OpenStax College Physics for AP® Courses, Chapter 11, Problem 26 (Problems & Exercises)

This is College Physics Answers with Shaun Dychko. A cork is pounded into the top of a jug of wine with a force of 120 newtons and the diameter of the cork is 2.00 centimeters and the diameter of the bottom of the jug is 14.0 centimeters and this bottom pops off and we are meant to calculate how much force beyond the 120 newtons applied is on the bottom of the jug? So we convert these centimeters into meters although it turns out that's not really necessary since we are just dividing the squares of these numbers and so it just matters that the units are the same but I did it out of a matter of habit. So we know that the pressure where the cork is will be same as the pressure at the bottom of the jug and I have written pressure as force divided by area here. So this is the F 1, which is the force applied to the cork divided by the area of the cork and that's going to equal the force applied to the bottom of the jug, F 2, divided by the area of the bottom of the jug, A 2. So we want to know what F 2 is and so we'll multiply both sides by A 2 to solve for it then switch the sides around. So F 2 is F 1 times A 2 over A 1; the area of the bottom of the jug will be π times the radius of the circular bottom squared and the radius is half the diameter and then same for the A 1—same formula— but d 1 instead of d 2. The π's cancel and so do these denominators which will end up being 4 after you square the denominators; they cancel and we are left with F 1d 2 squared over d 1 squared.
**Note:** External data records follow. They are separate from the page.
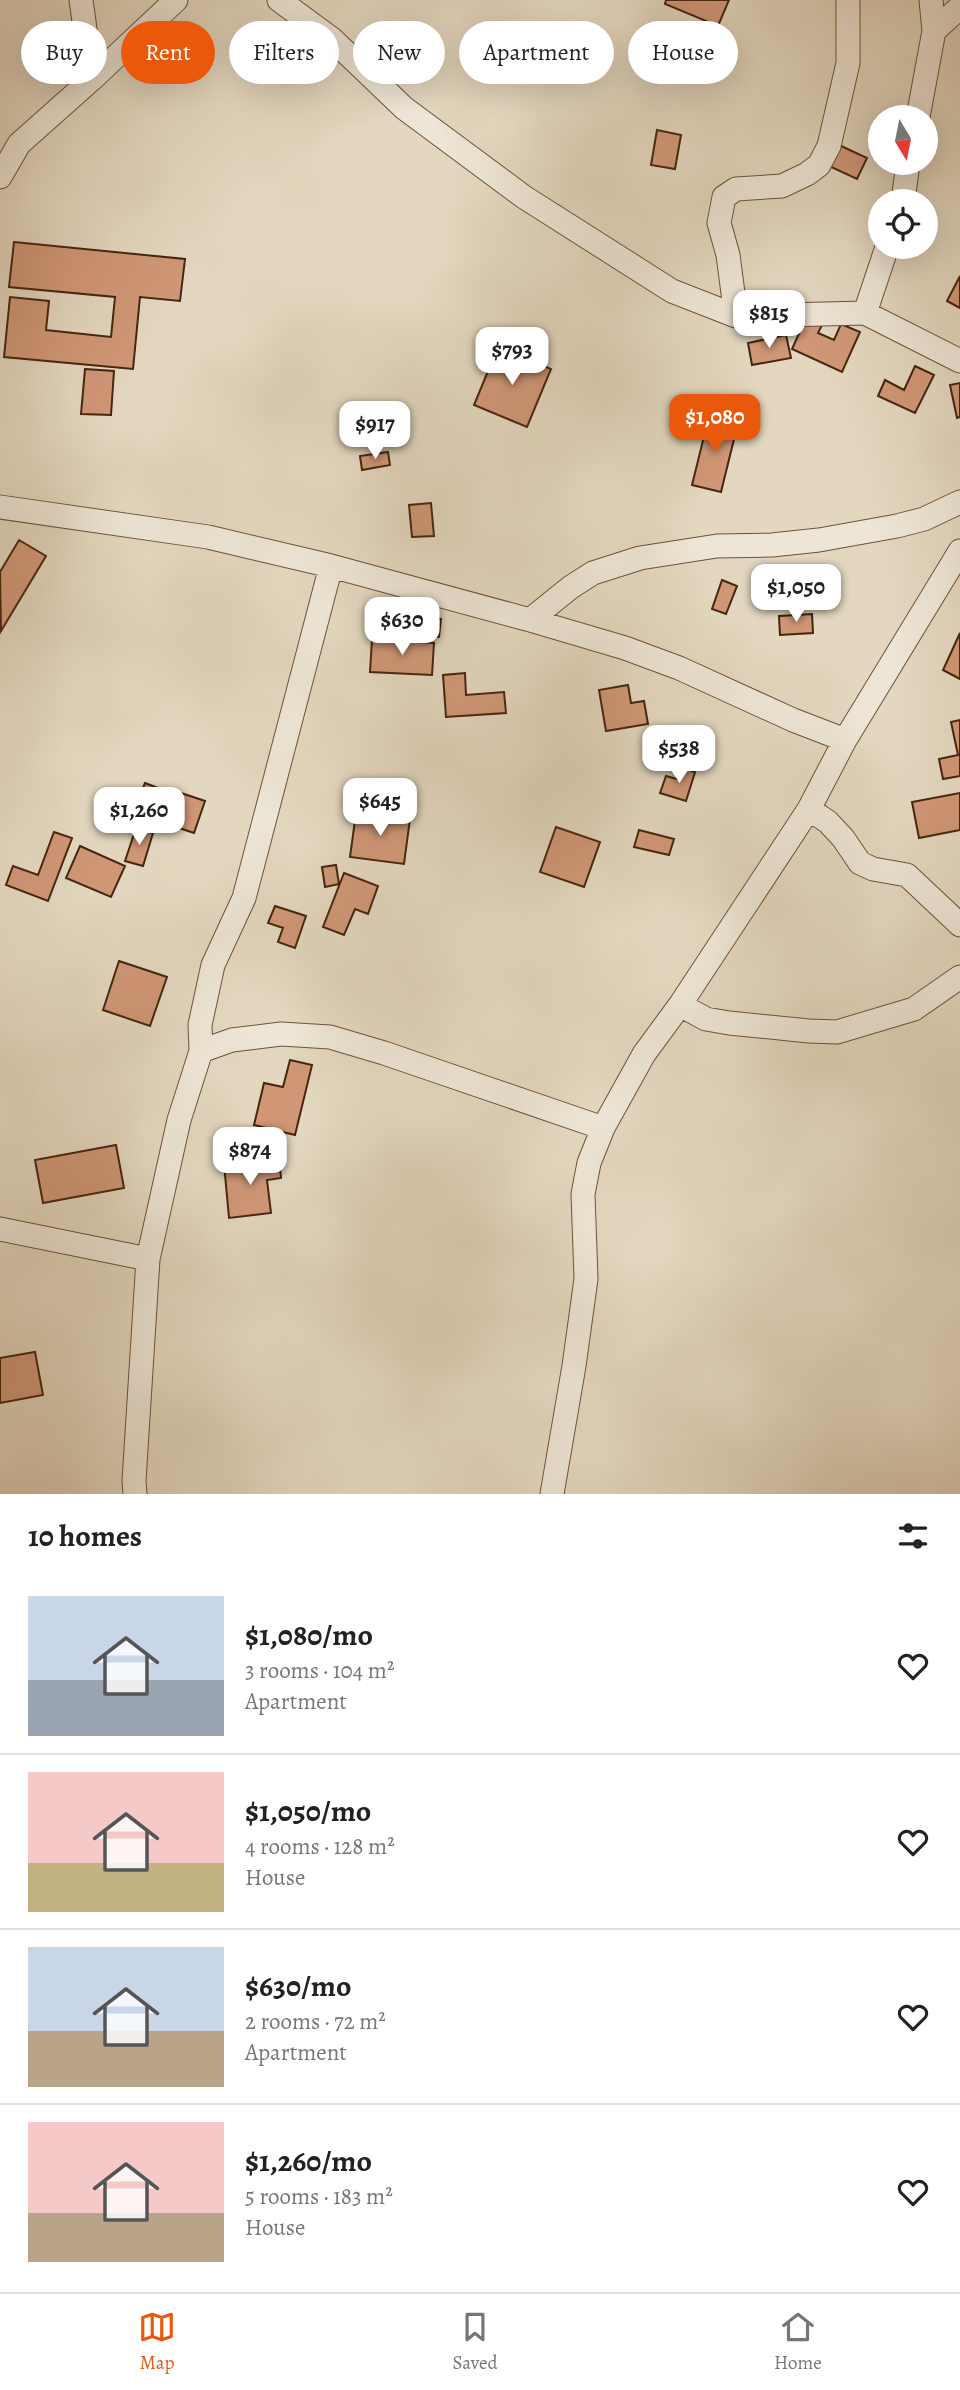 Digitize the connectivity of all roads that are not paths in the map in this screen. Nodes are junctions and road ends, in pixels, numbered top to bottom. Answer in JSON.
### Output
{"nodes":[{"id":1,"x":81,"y":0,"type":"edge"},
{"id":2,"x":176,"y":0,"type":"edge"},
{"id":3,"x":279,"y":0,"type":"edge"},
{"id":4,"x":848,"y":0,"type":"edge"},
{"id":5,"x":931,"y":0,"type":"edge"},
{"id":6,"x":960,"y":7,"type":"edge"},
{"id":7,"x":84,"y":21,"type":"edge"},
{"id":8,"x":934,"y":31,"type":"junction"},
{"id":9,"x":107,"y":65,"type":"edge"},
{"id":10,"x":86,"y":84,"type":"edge"},
{"id":11,"x":920,"y":105,"type":"edge"},
{"id":12,"x":0,"y":177,"type":"edge"},
{"id":13,"x":883,"y":259,"type":"edge"},
{"id":14,"x":865,"y":313,"type":"junction"},
{"id":15,"x":736,"y":316,"type":"junction"},
{"id":16,"x":960,"y":361,"type":"edge"},
{"id":17,"x":960,"y":502,"type":"edge"},
{"id":18,"x":0,"y":507,"type":"edge"},
{"id":19,"x":960,"y":551,"type":"edge"},
{"id":20,"x":331,"y":566,"type":"junction"},
{"id":21,"x":530,"y":620,"type":"junction"},
{"id":22,"x":845,"y":740,"type":"junction"},
{"id":23,"x":809,"y":809,"type":"junction"},
{"id":24,"x":960,"y":925,"type":"edge"},
{"id":25,"x":960,"y":977,"type":"edge"},
{"id":26,"x":680,"y":1005,"type":"junction"},
{"id":27,"x":201,"y":1051,"type":"junction"},
{"id":28,"x":603,"y":1128,"type":"junction"},
{"id":29,"x":0,"y":1229,"type":"edge"},
{"id":30,"x":148,"y":1259,"type":"junction"},
{"id":31,"x":135,"y":1494,"type":"edge"},
{"id":32,"x":552,"y":1494,"type":"edge"}],
"edges":[{"from":1,"to":7,"type":"street"},
{"from":2,"to":9,"type":"street"},
{"from":3,"to":15,"type":"street"},
{"from":4,"to":15,"type":"street"},
{"from":5,"to":8,"type":"street"},
{"from":6,"to":8,"type":"street"},
{"from":8,"to":11,"type":"street"},
{"from":10,"to":12,"type":"street"},
{"from":13,"to":14,"type":"street"},
{"from":14,"to":15,"type":"street"},
{"from":14,"to":16,"type":"street"},
{"from":17,"to":21,"type":"street"},
{"from":18,"to":20,"type":"street"},
{"from":19,"to":22,"type":"street"},
{"from":20,"to":21,"type":"street"},
{"from":20,"to":27,"type":"street"},
{"from":21,"to":22,"type":"street"},
{"from":22,"to":23,"type":"street"},
{"from":23,"to":24,"type":"street"},
{"from":23,"to":26,"type":"street"},
{"from":25,"to":26,"type":"street"},
{"from":26,"to":28,"type":"street"},
{"from":27,"to":28,"type":"street"},
{"from":27,"to":30,"type":"street"},
{"from":28,"to":32,"type":"street"},
{"from":29,"to":30,"type":"street"},
{"from":30,"to":31,"type":"street"}]}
So that's 120 newtons applied times 14.0 times 10 to the minus 2 meters— diameter of the bottom of the jug—squared divided by 2.00 times 10 to the minus 2 meters—for the cork—squared and that's 5880 newtons. And to find the extra force, we take 120 newtons away from that and this is the amount by which the force on the bottom of the jug exceeds the force applied and that's 5760 newtons.